Art Mass-media mutilation in Pablo Bermudez’s work

Mass-media mutilation in Pablo Bermudez’s work

Giorgia Massari
Pablo Bermudez |

Artist Pablo Bermudez performs a mutilation, a disembowelment, a defacement of the pop image. Terms with a strong negative and bloody meaning but that best explicate the operation carried out by the Colombian artist on mass-media images. In fact, his action affects the advertising image proposed by fashion magazines, comics and newspapers in general, with the aim of sabotaging the message conveyed by brands, which hijack the masses’ thinking through advertisements and implicit messages, conditioning their consumption and therefore their thoughts and habits. Pablo Bermudez (1988) starts with the image of a magazine, often an icon, a model or model, or just as often the cover, without separating it from its container -the magazine- but keeping the whole object, making a kind of sculpture.
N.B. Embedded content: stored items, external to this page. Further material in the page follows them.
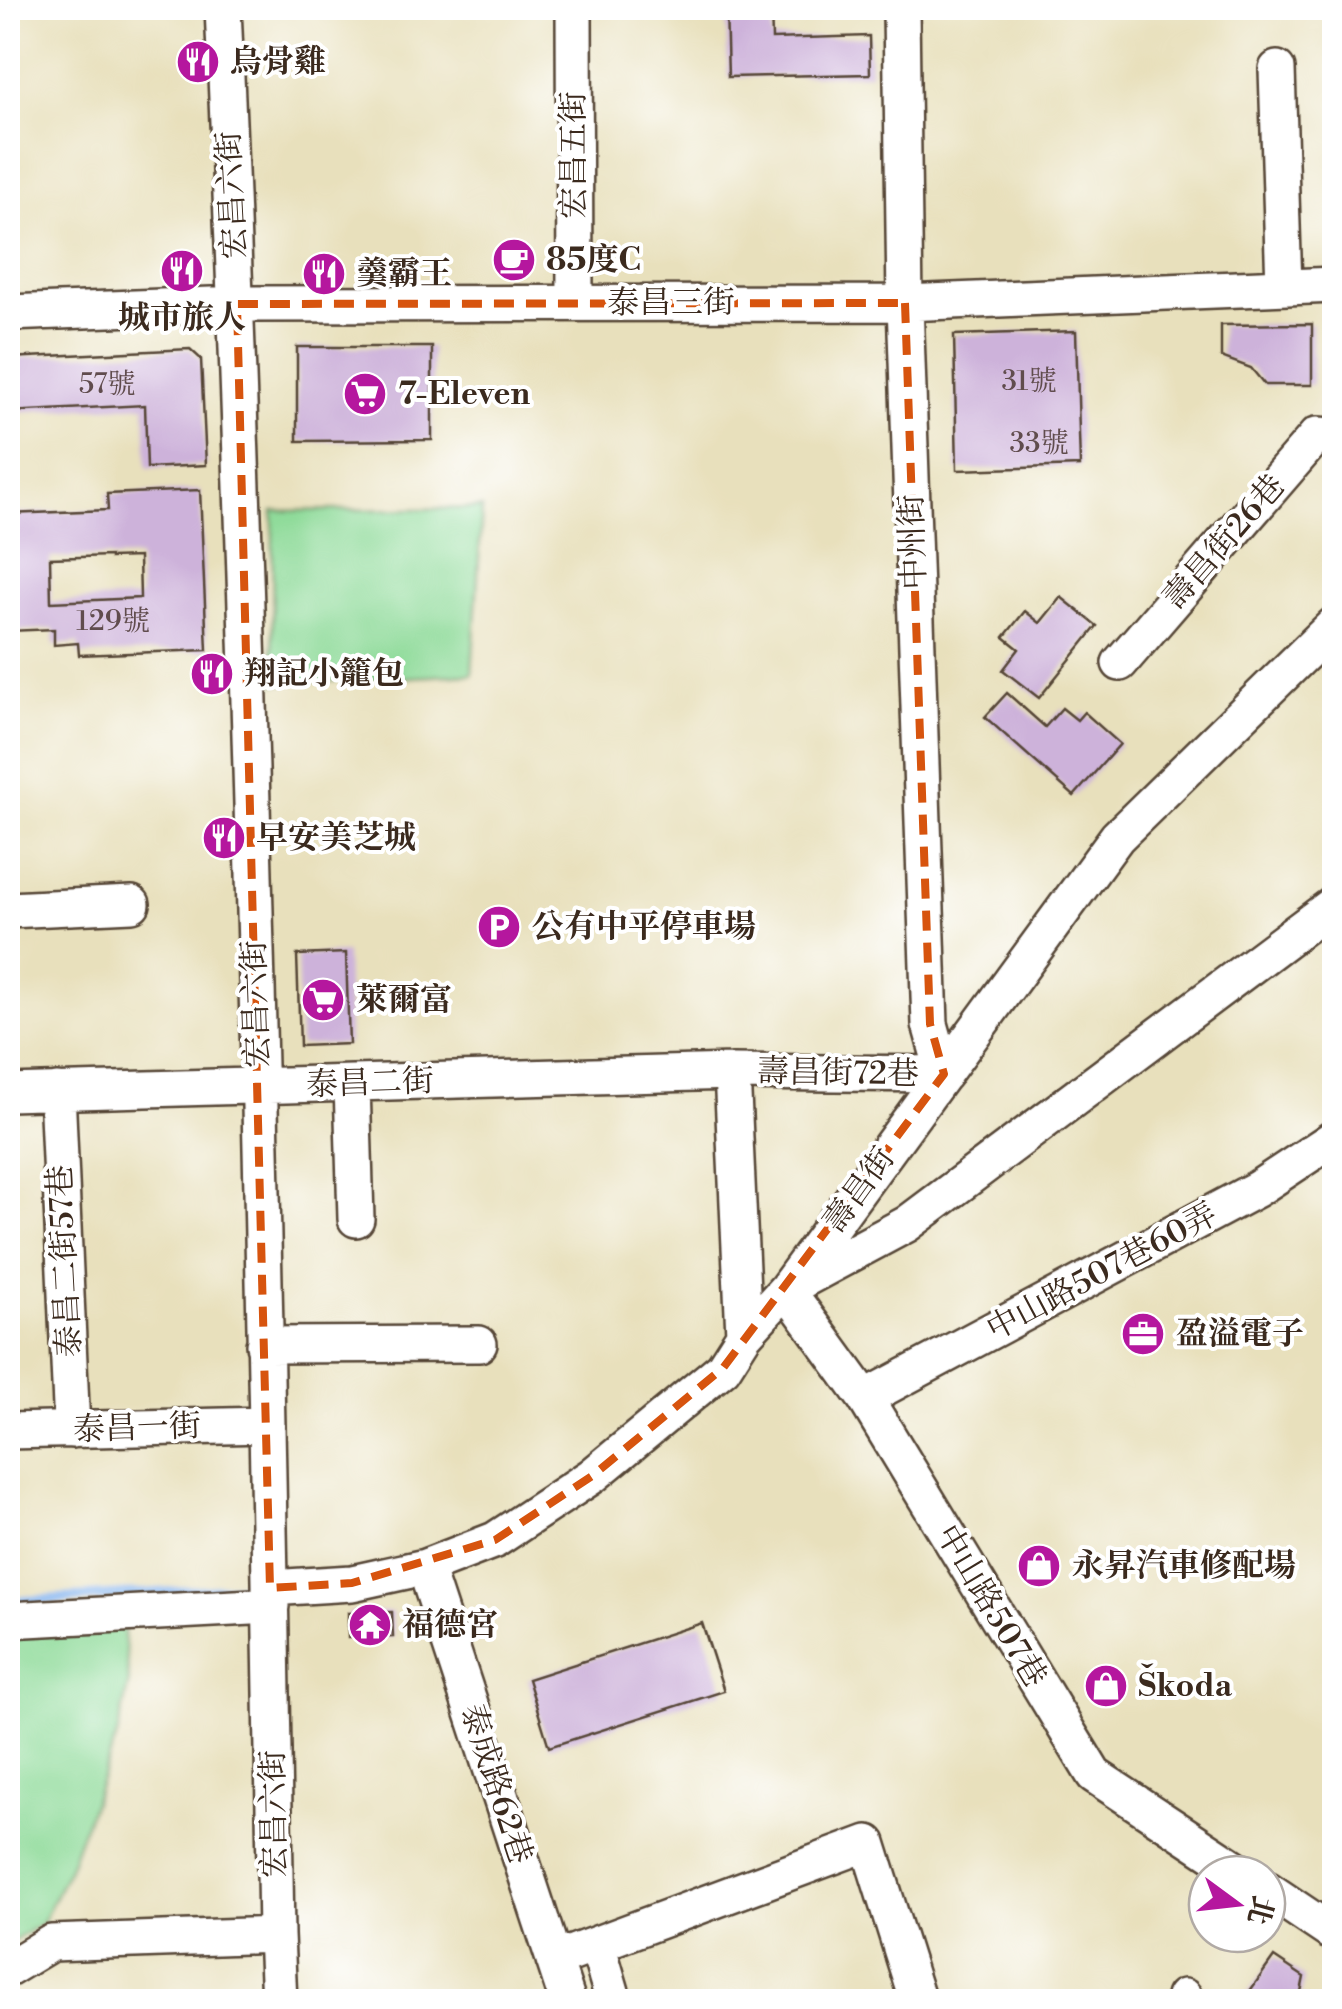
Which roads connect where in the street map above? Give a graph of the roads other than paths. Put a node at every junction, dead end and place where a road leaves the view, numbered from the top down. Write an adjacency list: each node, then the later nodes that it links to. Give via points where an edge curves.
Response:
1 (223, 8): 8 (street, 宏昌六街)
2 (574, 8): 9 (street, 宏昌五街)
3 (901, 8): 7 (street, 中州街)
4 (1276, 69): 6 (street)
5 (1334, 285): 6 (street, 泰昌三街)
6 (1284, 287): 7 (street, 泰昌三街)
7 (905, 303): 9 (street, 泰昌三街); 18 (street, 中州街, via 930,1024)
8 (237, 304): 9 (street, 泰昌三街); 10 (street, 泰昌三街); 20 (street, 宏昌六街)
9 (575, 304)
10 (8, 313)
11 (1334, 436): 13 (street, 壽昌街26巷, via 1317,435)
12 (1334, 624): 18 (street, 壽昌街, via 1117,837)
13 (1120, 663)
14 (132, 904): 16 (street)
15 (1334, 904): 25 (street, via 907,1224)
16 (8, 910)
17 (732, 1072): 18 (street, 壽昌街72巷); 19 (street, 泰昌二街); 26 (street)
18 (944, 1074): 25 (street, 壽昌街)
19 (352, 1084): 20 (street, 泰昌二街); 24 (street)
20 (258, 1086): 21 (street, 泰昌二街); 28 (street, 宏昌六街)
21 (57, 1091): 22 (street, 泰昌二街); 31 (street, 泰昌二街57巷)
22 (8, 1093)
23 (1334, 1138): 29 (street, 中山路507巷60弄, via 1257,1189)
24 (356, 1219)
25 (786, 1289): 26 (street, 壽昌街); 29 (street, 中山路507巷)
26 (744, 1335): 33 (street, 壽昌街, via 723,1368 592,1476 495,1540)
27 (479, 1344): 28 (street)
28 (264, 1345): 30 (street, 宏昌六街)
29 (865, 1398): 36 (street, 中山路507巷, via 1094,1775)
30 (266, 1425): 31 (street, 泰昌一街); 34 (street, 宏昌六街)
31 (72, 1430): 32 (street, 泰昌一街)
32 (8, 1432)
33 (425, 1567): 34 (street, 壽昌街, via 352,1583); 41 (street, 泰成路62巷)
34 (270, 1587): 35 (street, 壽昌街); 39 (street, 宏昌六街)
35 (8, 1620)
36 (1214, 1854)
37 (1287, 1903): 38 (street)
38 (1334, 1934)
39 (276, 1935): 42 (street, via 52,1943); 43 (street, 宏昌六街)
40 (597, 1944): 41 (street); 45 (street); 46 (street, via 868,1842)
41 (554, 1960): 44 (street, 泰成路62巷)
42 (8, 1970)
43 (280, 2002)
44 (568, 2002)
45 (614, 2002)
46 (918, 2002)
With the use of a scalpel, Bermudez carves into the eyes or mouths of the characters, digging deep and at the same time depriving them of their identity, of what makes them human and therefore recognizable. In this way, the icons lose their personality, bringing out what lies within the pages: phrases, images and colors. By losing their connotations, they lose their function as vehicles. The subversion of the image is complete.

The viewer in this way is placed in front of a magazine that no longer needs to be leafed through but is opened from the inside, emerging outward in a three-dimensional manner. The filaments, clippings and paper tears create an explosion, giving dynamism to the work.
Pablo Bermudez performs a destruction of pop imagery, transforming images into other images. Destroying but at the same time creating. However, the destruction is not complete: the artist chooses to keep certain elements, such as the titles of the magazines – “Playboy,” “Batman” – or the rest of the subjects’ faces, thus creating a strong visual connection. The viewer immediately recognizes the manipulated element without being able to enjoy it, however, and thus is forced into reflection.